尿激酶及其受体对膀胱癌细胞系侵袭转移影响的体外研究

Effects of uPA and uPAR on the invasion and metastassis of bladder cancer cell lines in vitro

目的:探讨尿激酶型纤溶酶原激活物(uPA)及其受体(uPAR)与膀胱癌侵袭转移的关系。方法:对BIU-87、T24及EJ细胞系进行体外培养,夹心抗体ELISA法测定细胞培养上清及细胞溶解产物uPA含量,对培养细胞团块行uPAR免疫组化测定,并进行体外人工基底膜侵袭检测。结果:BIU-87、T24和EJ细胞培养上清uPA检测结果分别为(11.77±3.65)ng/ml、(8.70±2.45)ng/ml、(105.9±8.60)ng/ml,EJ细胞培养上清uPA明显高于BIU-87和T24细胞系(P<0.001)。细胞溶解产物uPA结果分别为(1.15±0.40)ng/ml、(0.78±0.34)ng/ml、(1.92±0.56)ng/ml,EJ细胞溶解产物uPA含量明显高于BIU-87、T24细胞溶解产物(P<0.02,P<0.01)。EJ细胞uPAR蛋白主要弥散于细胞质,着色强度与数量明显多于T24细胞(P<0.01),而BIU-87细胞基本无着色。EJ细胞具有浸润Matrigel的能力,BIU-87、T24无浸润Matrigel能力。结论:肿瘤细胞有uPA的分泌或来源并同时表达uPAR在体外即具备浸润能力,uPA系统在膀胱肿瘤的浸润转移过程中起重要作用。

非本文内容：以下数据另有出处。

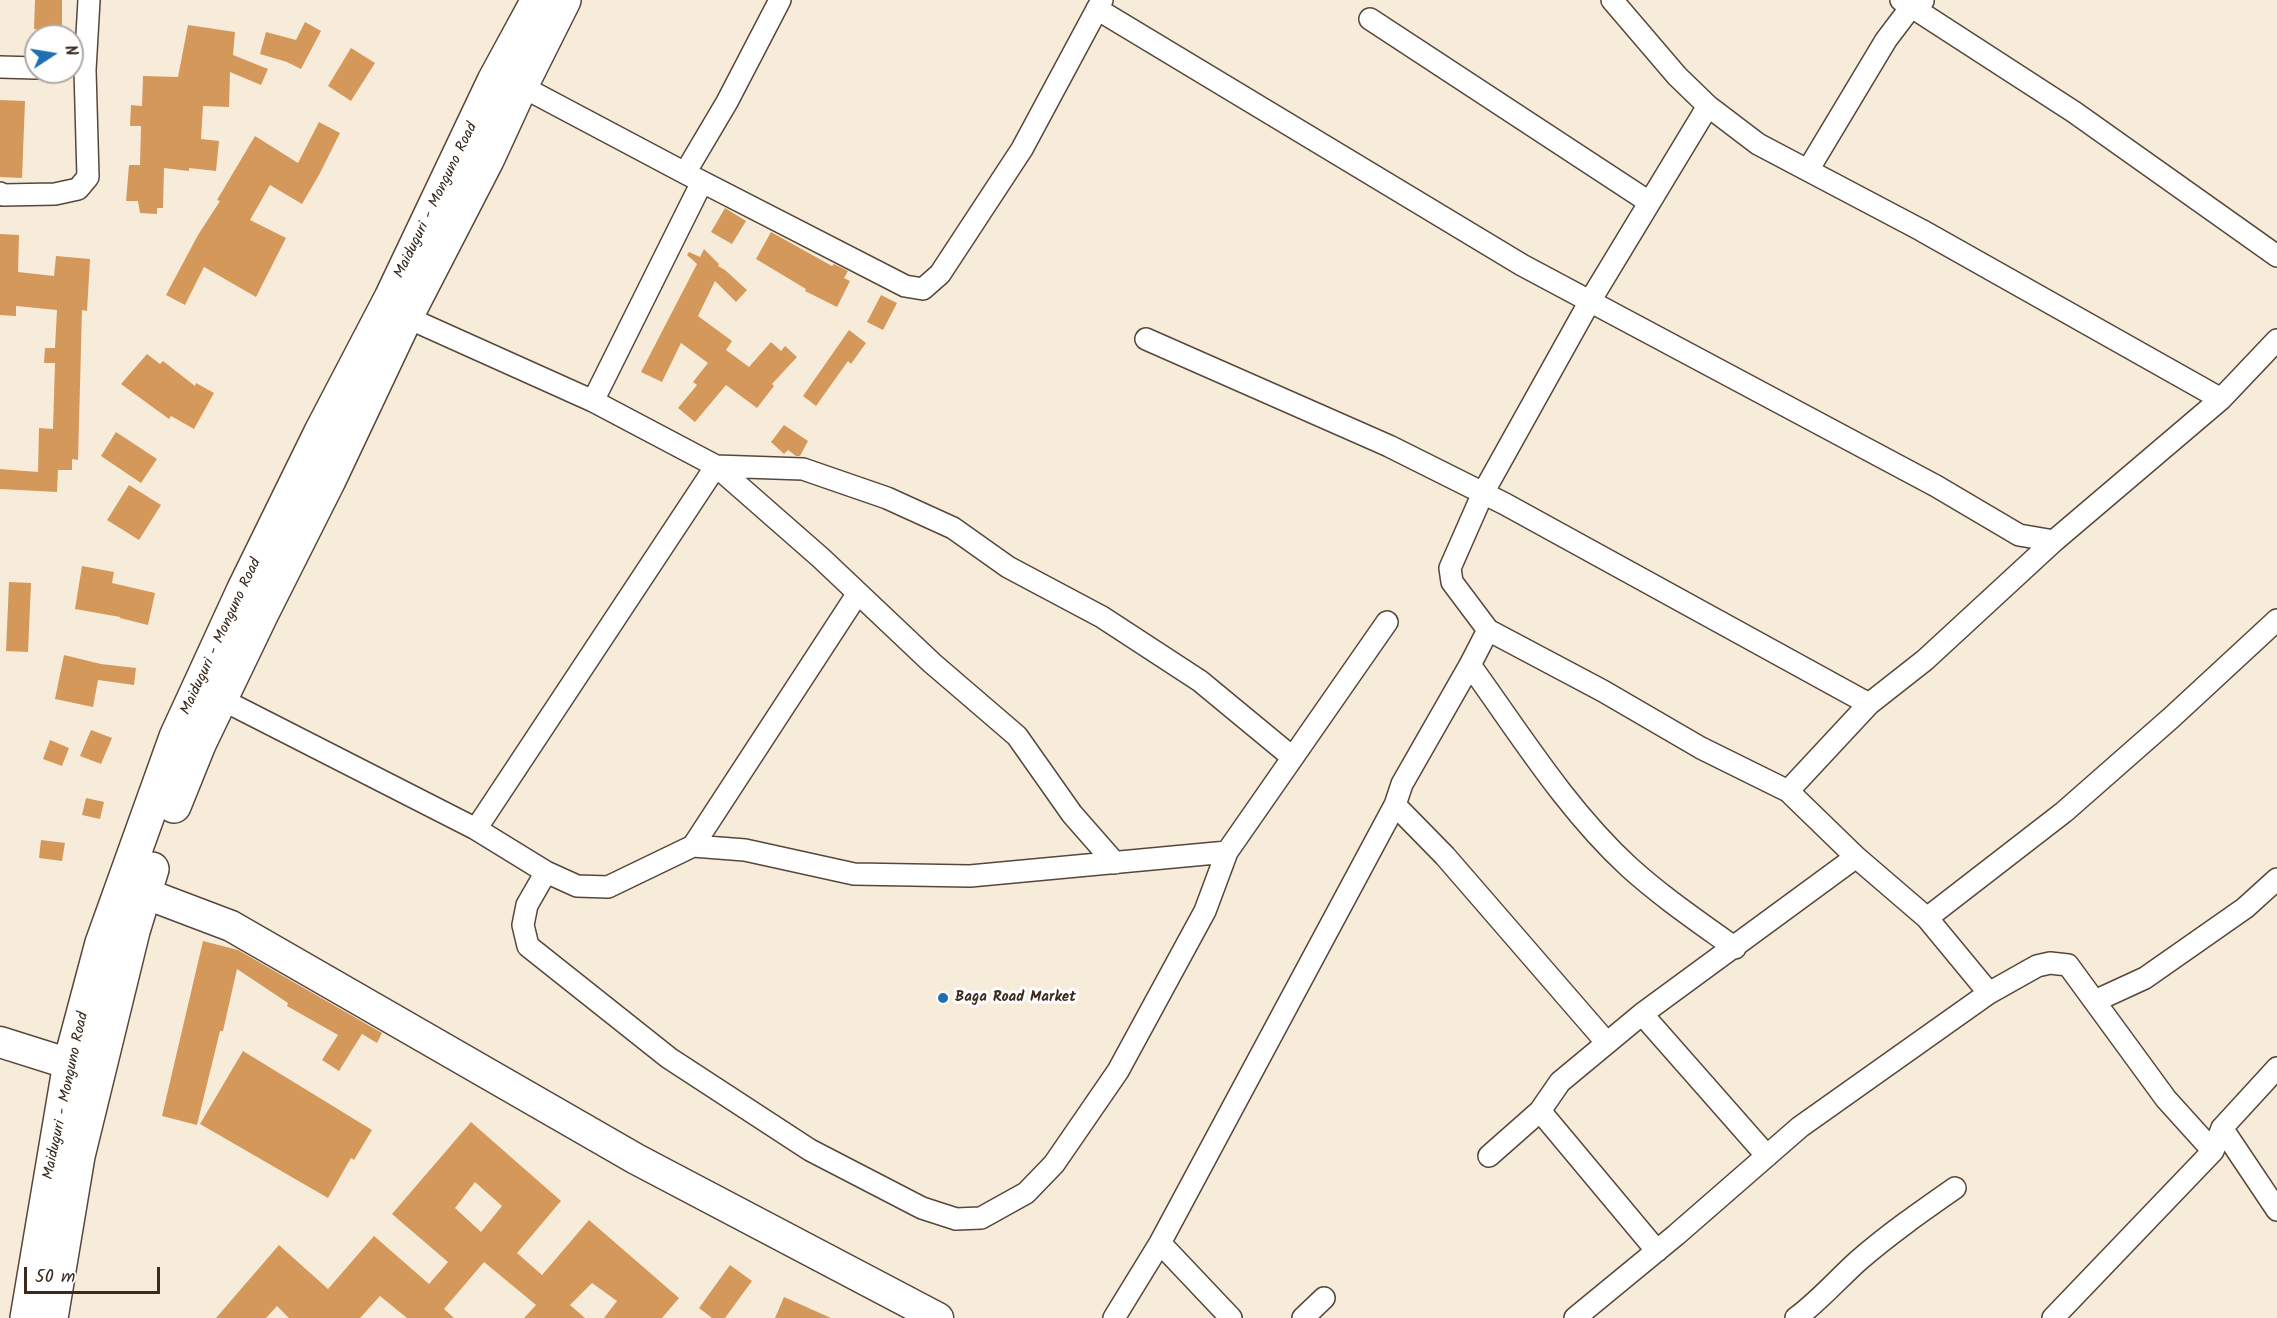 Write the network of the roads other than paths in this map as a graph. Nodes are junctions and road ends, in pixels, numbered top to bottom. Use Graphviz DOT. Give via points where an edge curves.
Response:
graph roads {
  1 [pos="89,0"];
  2 [pos="538,0"];
  3 [pos="564,0"];
  4 [pos="780,0"];
  5 [pos="1612,0"];
  6 [pos="1912,2"];
  7 [pos="1099,5"];
  8 [pos="1370,19"];
  9 [pos="84,35"];
  10 [pos="0,67"];
  11 [pos="24,68"];
  12 [pos="80,84"];
  13 [pos="521,86"];
  14 [pos="1708,106"];
  15 [pos="1808,170"];
  16 [pos="694,178"];
  17 [pos="0,193"];
  18 [pos="1649,202"];
  19 [pos="2277,256"];
  20 [pos="1590,301"];
  21 [pos="406,317"];
  22 [pos="1146,339"];
  23 [pos="2277,340"];
  24 [pos="2221,399"];
  25 [pos="593,401"];
  26 [pos="717,466"];
  27 [pos="1483,493"];
  28 [pos="2054,541"];
  29 [pos="858,593"];
  30 [pos="2277,620"];
  31 [pos="1388,622"];
  32 [pos="1488,630"];
  33 [pos="1470,665"];
  34 [pos="221,699"];
  35 [pos="1869,704"];
  36 [pos="1292,757"];
  37 [pos="1788,791"];
  38 [pos="1395,806"];
  39 [pos="476,829"];
  40 [pos="693,846"];
  41 [pos="1227,852"];
  42 [pos="1856,856"];
  43 [pos="1115,863"];
  44 [pos="546,872"];
  45 [pos="2277,879"];
  46 [pos="144,892"];
  47 [pos="1927,918"];
  48 [pos="1735,948"];
  49 [pos="1989,993"];
  50 [pos="2095,1001"];
  51 [pos="1642,1014"];
  52 [pos="0,1042"];
  53 [pos="1607,1044"];
  54 [pos="84,1068"];
  55 [pos="2277,1068"];
  56 [pos="1540,1111"];
  57 [pos="2222,1128"];
  58 [pos="2213,1150"];
  59 [pos="1489,1156"];
  60 [pos="1767,1156"];
  61 [pos="1955,1188"];
  62 [pos="2277,1210"];
  63 [pos="1160,1243"];
  64 [pos="1657,1251"];
  65 [pos="1324,1298"];
  66 [pos="27,1318"];
  67 [pos="51,1318"];
  68 [pos="938,1318"];
  69 [pos="1114,1318"];
  70 [pos="1231,1318"];
  71 [pos="1303,1318"];
  72 [pos="1575,1318"];
  73 [pos="1796,1318"];
  74 [pos="2053,1318"];
  1 -- 9 [label="street"];
  2 -- 54 [label="main road, Maiduguri - Monguno Road" via="316,442 176,737 102,943"];
  3 -- 13 [label="main road, Maiduguri - Monguno Road"];
  4 -- 16 [label="street" via="727,102"];
  5 -- 14 [label="street"];
  6 -- 15 [label="street"];
  6 -- 19 [label="street"];
  7 -- 16 [label="street" via="1022,149 940,274 922,289 905,286"];
  7 -- 20 [label="street" via="1522,265"];
  8 -- 18 [label="street"];
  10 -- 11 [label="street"];
  12 -- 17 [label="street" via="88,177 78,189 55,194"];
  13 -- 16 [label="street"];
  13 -- 21 [label="main road, Maiduguri - Monguno Road"];
  14 -- 15 [label="street" via="1758,144"];
  14 -- 18 [label="street"];
  15 -- 24 [label="street"];
  16 -- 25 [label="street"];
  18 -- 20 [label="street"];
  20 -- 27 [label="street"];
  20 -- 28 [label="street" via="1936,486 2019,535"];
  21 -- 25 [label="street"];
  21 -- 34 [label="main road, Maiduguri - Monguno Road"];
  22 -- 27 [label="street" via="1389,446"];
  23 -- 24 [label="street"];
  24 -- 28 [label="street"];
  25 -- 26 [label="street"];
  26 -- 29 [label="street"];
  26 -- 36 [label="street" via="803,470 887,498 953,528 1008,567 1102,617 1200,681"];
  26 -- 39 [label="street"];
  27 -- 32 [label="street" via="1450,568 1452,582"];
  27 -- 35 [label="street"];
  28 -- 35 [label="street" via="1925,660"];
  29 -- 40 [label="street"];
  29 -- 43 [label="street" via="1017,736 1072,814"];
  30 -- 47 [label="street" via="2064,812"];
  31 -- 36 [label="street"];
  32 -- 33 [label="street"];
  32 -- 37 [label="street" via="1701,748"];
  33 -- 38 [label="street" via="1402,784"];
  33 -- 48 [label="street" via="1573,807 1621,858"];
  34 -- 39 [label="street"];
  34 -- 46 [label="main road, Maiduguri - Monguno Road" via="173,809"];
  35 -- 37 [label="street"];
  36 -- 41 [label="street"];
  37 -- 42 [label="street"];
  38 -- 53 [label="street" via="1445,856"];
  38 -- 63 [label="street"];
  39 -- 44 [label="street"];
  40 -- 43 [label="street" via="746,850 854,874 970,876"];
  40 -- 44 [label="street" via="608,887 578,886"];
  41 -- 43 [label="street"];
  41 -- 44 [label="street" via="1205,911 1118,1071 1054,1164 1026,1194 981,1218 956,1219 922,1208 810,1150 669,1058 528,946 523,926 527,905"];
  42 -- 47 [label="street"];
  42 -- 48 [label="street"];
  45 -- 50 [label="street" via="2245,908 2145,978"];
  46 -- 54 [label="main road, Maiduguri - Monguno Road"];
  46 -- 68 [label="street" via="231,926 636,1159"];
  47 -- 49 [label="street"];
  48 -- 51 [label="street"];
  49 -- 50 [label="street" via="2037,966 2050,963 2068,965"];
  49 -- 60 [label="street" via="1800,1127"];
  50 -- 58 [label="street" via="2166,1099"];
  51 -- 53 [label="street"];
  51 -- 60 [label="street"];
  52 -- 54 [label="street"];
  53 -- 56 [label="street" via="1560,1082"];
  54 -- 66 [label="main road, Maiduguri - Monguno Road" via="56,1137"];
  54 -- 67 [label="main road, Maiduguri - Monguno Road" via="78,1156"];
  55 -- 57 [label="street"];
  56 -- 59 [label="street"];
  56 -- 64 [label="street"];
  57 -- 58 [label="street"];
  57 -- 62 [label="street"];
  58 -- 74 [label="street"];
  60 -- 64 [label="street"];
  61 -- 73 [label="street" via="1906,1222"];
  63 -- 69 [label="street"];
  63 -- 70 [label="street"];
  64 -- 72 [label="street"];
  65 -- 71 [label="street"];
} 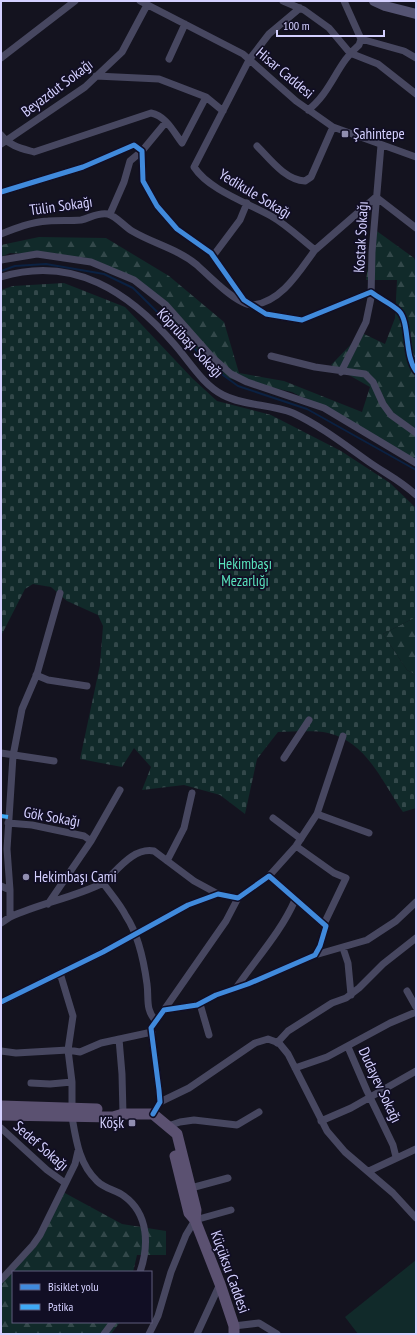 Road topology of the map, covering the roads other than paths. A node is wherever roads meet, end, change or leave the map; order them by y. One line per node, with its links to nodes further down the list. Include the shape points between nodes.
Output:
1 (75, 1): 11 (street)
2 (283, 1): 6 (street)
3 (344, 1): 9 (street)
4 (374, 1): 7 (main road)
5 (143, 3): 8 (street, Hisar Caddesi); 15 (street, Beyazdut Sokağı, via 122,52)
6 (300, 8): 10 (street, via 329,28); 14 (street, Yedikule Sokağı, via 269,34)
7 (416, 14)
8 (185, 24): 13 (street); 14 (street, Hisar Caddesi, via 243,54)
9 (361, 39): 10 (street, via 359,46); 12 (street, via 404,51)
10 (350, 53): 16 (street, via 378,64); 18 (street, via 322,97)
11 (1, 58)
12 (416, 58)
13 (168, 59)
14 (249, 60): 18 (street, Hisar Caddesi); 19 (street, Yedikule Sokağı)
15 (96, 76): 17 (street, via 159,79); 23 (street, Beyazdut Sokağı, via 85,87)
16 (416, 94)
17 (206, 97): 19 (street); 20 (street, via 182,143)
18 (308, 110): 21 (street, Hisar Caddesi)
19 (223, 111): 30 (street, Yedikule Sokağı, via 194,167 199,174 219,188)
20 (166, 122): 23 (street, via 158,114 151,113 34,152); 26 (street)
21 (333, 128): 24 (street, Hisar Caddesi); 25 (street, via 311,177 305,181 296,181 289,176)
22 (1, 135): 23 (street)
23 (4, 143)
24 (381, 145): 27 (street, Hisar Caddesi); 29 (street, Kostak Sokağı)
25 (257, 146)
26 (142, 151): 28 (street, via 134,144 83,167); 31 (street, via 130,162); 35 (street, via 143,181 157,206 177,229)
27 (416, 157)
28 (1, 192)
29 (376, 197): 32 (street); 34 (street); 38 (street, Kostak Sokağı)
30 (247, 203): 34 (street, Yedikule Sokağı, via 273,217); 35 (street, via 240,220)
31 (110, 214): 33 (street, Tülin Sokağı, via 82,220 46,221 20,226); 39 (street, Tülin Sokağı, via 132,232 174,250 238,299)
32 (416, 228)
33 (1, 234)
34 (315, 250): 39 (street, via 282,292 266,302)
35 (213, 256): 39 (street, via 244,300)
36 (1, 260): 44 (street, Köprübaşı Sokağı, via 37,254 91,262 134,280 166,305 230,374 324,408)
37 (1, 277): 45 (street, Köprübaşı Sokağı, via 35,272 68,272 94,280 120,293 147,315 209,384 223,395 292,413 343,442 370,463 392,475)
38 (371, 292): 39 (street, via 302,320 266,314); 41 (street, via 400,312 404,319 409,354); 42 (street, Kostak Sokağı, via 366,322)
39 (252, 305)
40 (271, 356): 42 (street)
41 (416, 370)
42 (341, 372): 43 (street, via 365,374 373,382 391,415)
43 (416, 433)
44 (416, 463)
45 (416, 495)
46 (60, 594): 47 (street)
47 (36, 675): 48 (street, via 48,680); 52 (street, via 22,709)
48 (87, 686)
49 (309, 720): 53 (street)
50 (343, 736): 57 (street)
51 (1, 753): 52 (street)
52 (13, 756): 54 (street); 59 (street)
53 (284, 758)
54 (54, 761)
55 (120, 790): 61 (street)
56 (192, 793): 63 (street, via 184,828)
57 (317, 814): 60 (street); 62 (street)
58 (273, 818): 62 (street)
59 (6, 819): 61 (street, Gök Sokağı, via 84,836); 67 (street)
60 (369, 833)
61 (91, 841): 72 (street)
62 (298, 842): 64 (street); 75 (street, via 334,872 346,878)
63 (167, 861): 65 (street, via 154,851 143,851 129,858); 68 (street, via 194,882)
64 (270, 876): 69 (street); 70 (street)
65 (102, 883): 72 (street, via 84,893); 76 (street, via 128,917)
66 (1, 886): 67 (street)
67 (10, 890): 73 (street)
68 (218, 894): 69 (street); 76 (street, via 188,905)
69 (238, 898): 87 (street, via 226,921)
70 (295, 900): 75 (street); 81 (street, via 273,939)
71 (416, 902): 78 (street, via 396,921 367,940)
72 (48, 904): 73 (street)
73 (10, 917): 74 (street)
74 (1, 923)
75 (324, 924): 79 (street, via 326,926)
76 (134, 934): 80 (street); 89 (street, via 147,984 148,1008)
77 (416, 938): 83 (street, via 383,964)
78 (343, 948): 79 (street); 83 (street, via 348,963)
79 (315, 955): 81 (street)
80 (60, 973): 84 (street); 95 (street, via 72,1016)
81 (236, 988): 85 (street)
82 (407, 991): 86 (street)
83 (351, 995): 93 (street, via 294,1027)
84 (1, 1002)
85 (200, 1004): 87 (street); 91 (street)
86 (416, 1007)
87 (164, 1010): 89 (street)
88 (416, 1012): 94 (street, via 390,1023)
89 (156, 1021): 90 (street, via 151,1028)
90 (152, 1032): 92 (street); 102 (street)
91 (209, 1035)
92 (119, 1038): 95 (street, via 101,1042 80,1052); 106 (street)
93 (277, 1043): 97 (street, via 288,1054); 102 (street, via 268,1039 255,1043 189,1088)
94 (348, 1047): 97 (street); 101 (street, Dudayev Sokağı)
95 (68, 1050): 96 (street, via 16,1053); 99 (street)
96 (1, 1051)
97 (296, 1068): 109 (street)
98 (416, 1071): 101 (street)
99 (72, 1082): 100 (street); 105 (street)
100 (31, 1083)
101 (370, 1098): 109 (street); 114 (street, Dudayev Sokağı, via 393,1145)
102 (160, 1102): 107 (street)
103 (1, 1106): 105 (main road)
104 (260, 1112): 110 (street, via 237,1125 194,1120)
105 (72, 1113): 106 (main road, via 113,1117); 108 (main road); 113 (street)
106 (122, 1114): 107 (main road)
107 (153, 1114): 110 (main road)
108 (1, 1115)
109 (321, 1121): 115 (street, via 345,1152)
110 (168, 1126): 118 (main road, Küçüksu Caddesi, via 177,1134); 121 (main road, Küçüksu Caddesi, via 189,1213)
111 (1, 1129): 117 (street, Sedef Sokağı)
112 (416, 1149): 114 (street)
113 (78, 1151): 117 (street, Sedef Sokağı, via 75,1164); 122 (street, via 96,1181 123,1195 137,1211 146,1234 146,1256)
114 (396, 1157): 115 (street)
115 (369, 1171): 120 (street)
116 (228, 1178): 118 (street)
117 (65, 1183): 123 (street, Sedef Sokağı, via 33,1245)
118 (191, 1188): 121 (main road, Küçüksu Caddesi)
119 (231, 1210): 121 (street)
120 (416, 1218)
121 (196, 1220): 124 (main road, Küçüksu Caddesi); 128 (street, via 179,1249 158,1316)
122 (140, 1271)
123 (1, 1280)
124 (220, 1284): 126 (main road, Küçüksu Caddesi); 129 (street)
125 (112, 1323): 127 (street)
126 (234, 1330): 130 (street, via 259,1323)
127 (104, 1334)
128 (149, 1334)
129 (197, 1334)
130 (277, 1334)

Objective：To investigate the effects of urokinase-type plasminogen activator （uPA） and uPA receptor （uPAR） on the invasion and metastassis of bladder cancer cell lines in vitro. Methods： Quantitative analysis of uPA in culture medium and whole cell lysate of BIU 87, T24 and EJ human bladder carcinoma cell lines were assessed by enzyme linked immunosorbent assay （ELISA） ; Cell surface expression of the uPAR was observed by anti-uPAR monoclonal antibody using immunohistochemical technique; the invasive capacity of cells, with or without exogenous high molecular-weight urokinase, was examined in Matrigel invasion chambers. Results： The expressions of uPA in the three-bladder cancer cell lines are different. The concentration of uPA from EJ cells （105.9±8.60） ng/ml was the highest among three-bladder cancer cell lines and is significantly higher compared with that of BIU- 87（11.77±3.65）ng/ml,T24 （8.70±2.45）ng/ml cells （P〈0. 001,respectively）. In consistent, the cellular contain of uPA in EJ cell line （1.92±0. 56）ng/ml was significantly higher compared with that of BIU-87（1.15 ± 0. 40）ng/ml,P〈0. 02） and T24 （0.78±0.34）ng/ml, P〈0.01） cell line. In vitro EJ cell line, uPAR was mainly localized in the cytoplasm and the intensity of uPAR staining is significantly higher than that of T24 cell line （P〈 0.01） ; no expression was observed in BIU-87 cell line. EJ cells had the ability to invade Matriged whereas BIU-87 and T24 had not. Conclusions： This study demonstrates that bladder tumor cells express both uPA and uPAR. uPA and uPAR are required for bladder tumor cell invasion in vitro. Our data indicate that uPA and uPAR are both important for the clinical behavior of bladder neoplasms, which is possibly providing means for refined staging of muscle invasive tumors and target protein for novel therapies.